*** Opening Records supplied ***

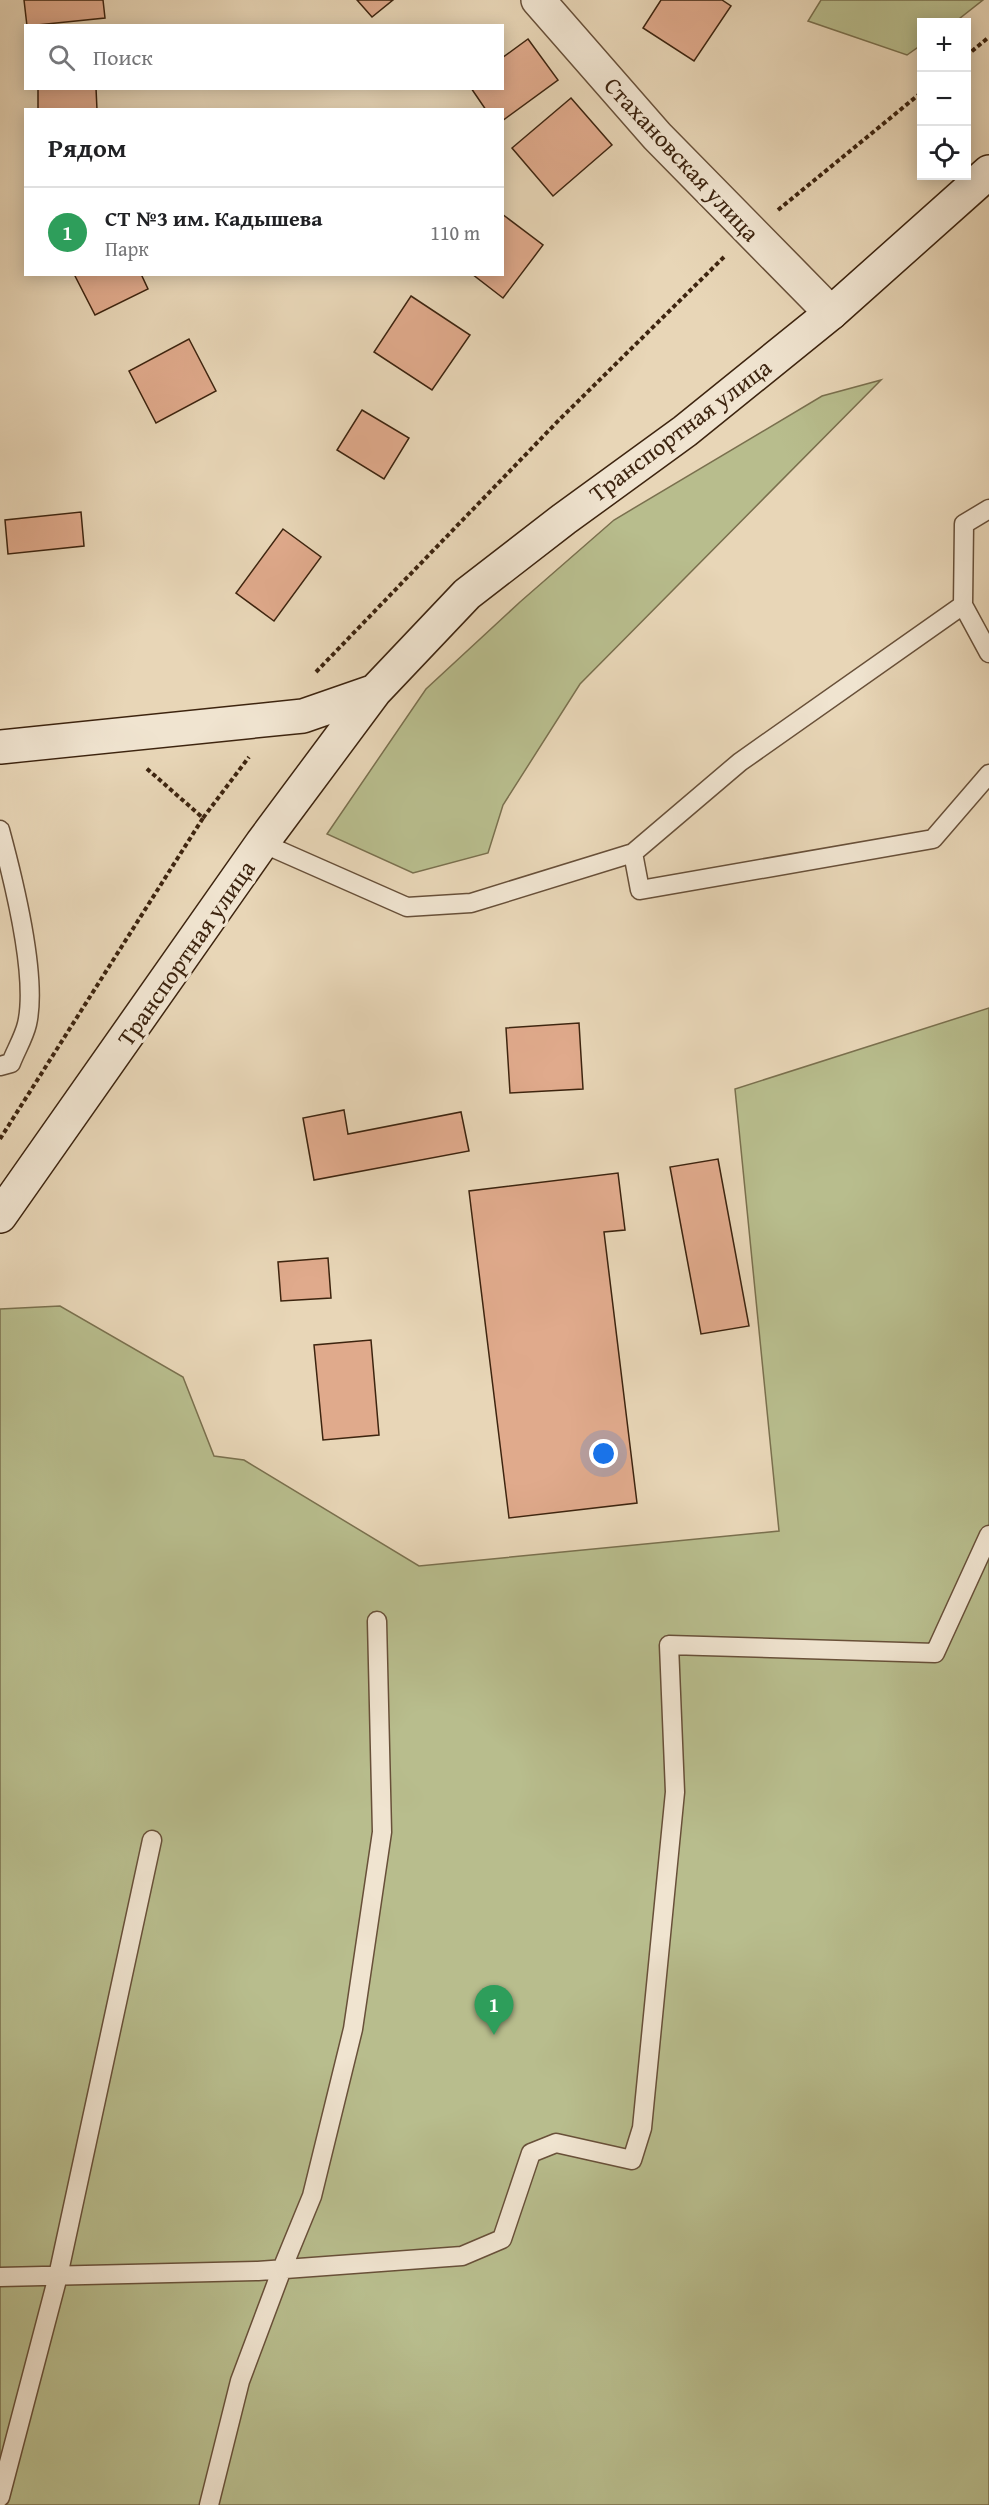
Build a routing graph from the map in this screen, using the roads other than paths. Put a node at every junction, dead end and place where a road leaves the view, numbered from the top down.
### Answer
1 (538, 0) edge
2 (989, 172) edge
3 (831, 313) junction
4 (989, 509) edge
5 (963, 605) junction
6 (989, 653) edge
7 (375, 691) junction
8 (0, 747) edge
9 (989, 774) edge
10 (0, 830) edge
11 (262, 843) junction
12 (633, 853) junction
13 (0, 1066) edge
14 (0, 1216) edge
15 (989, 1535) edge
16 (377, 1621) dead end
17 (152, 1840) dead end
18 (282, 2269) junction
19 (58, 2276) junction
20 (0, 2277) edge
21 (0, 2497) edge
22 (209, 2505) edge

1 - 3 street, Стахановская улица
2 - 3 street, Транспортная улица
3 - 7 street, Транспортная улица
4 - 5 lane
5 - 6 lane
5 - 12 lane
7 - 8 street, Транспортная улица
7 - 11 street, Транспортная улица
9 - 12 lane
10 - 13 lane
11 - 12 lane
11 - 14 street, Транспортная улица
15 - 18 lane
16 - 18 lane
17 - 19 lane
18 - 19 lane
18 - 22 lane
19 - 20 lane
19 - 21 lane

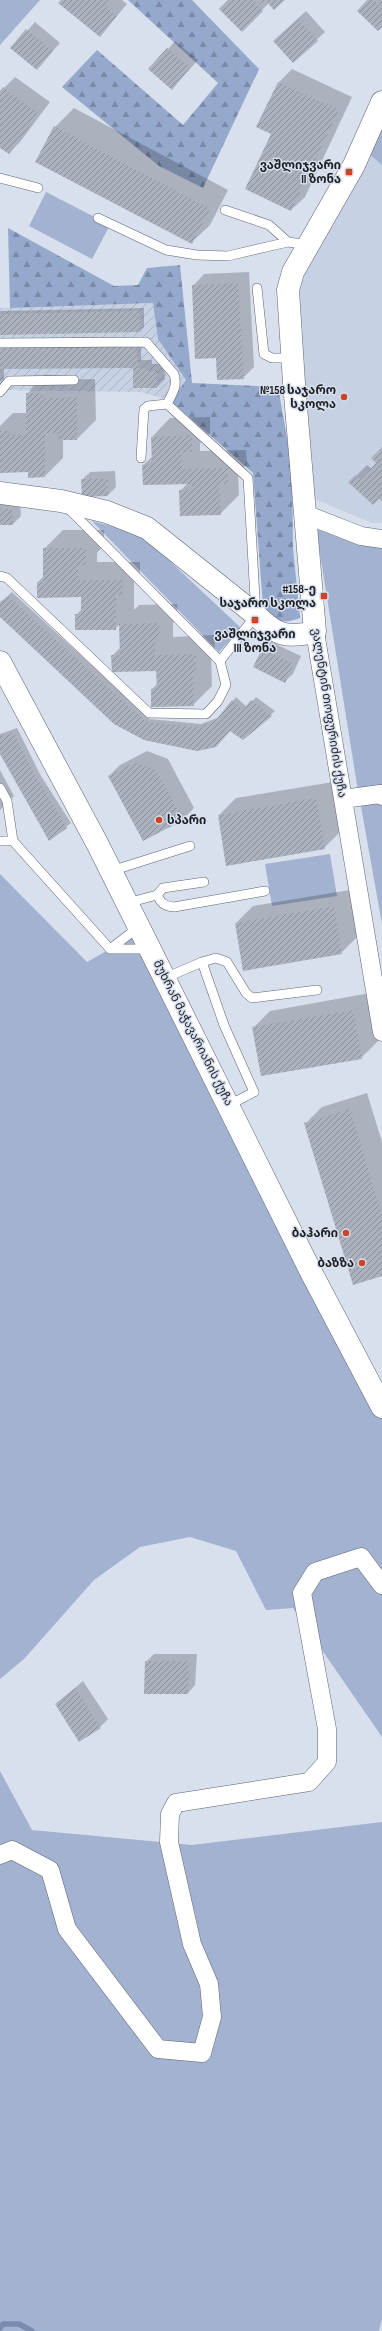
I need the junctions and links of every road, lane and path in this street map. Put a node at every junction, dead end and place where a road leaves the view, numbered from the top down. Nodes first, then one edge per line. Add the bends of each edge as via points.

*** Closing Records supplied ***
*** Opening Records supplied ***

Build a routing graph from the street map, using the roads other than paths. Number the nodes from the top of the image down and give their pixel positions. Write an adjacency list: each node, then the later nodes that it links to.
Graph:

*** Closing Records supplied ***

> **Action item**:
Gather each line from the listing above that holds "using".

> **Task result**:
Build a routing graph from the map in this screen, using the roads other than paths. Put a node at every junction, dead end and place where a road leaves the view, numbered from the top down.
Build a routing graph from the street map, using the roads other than paths. Number the nodes from the top of the image down and give their pixel positions. Write an adjacency list: each node, then the later nodes that it links to.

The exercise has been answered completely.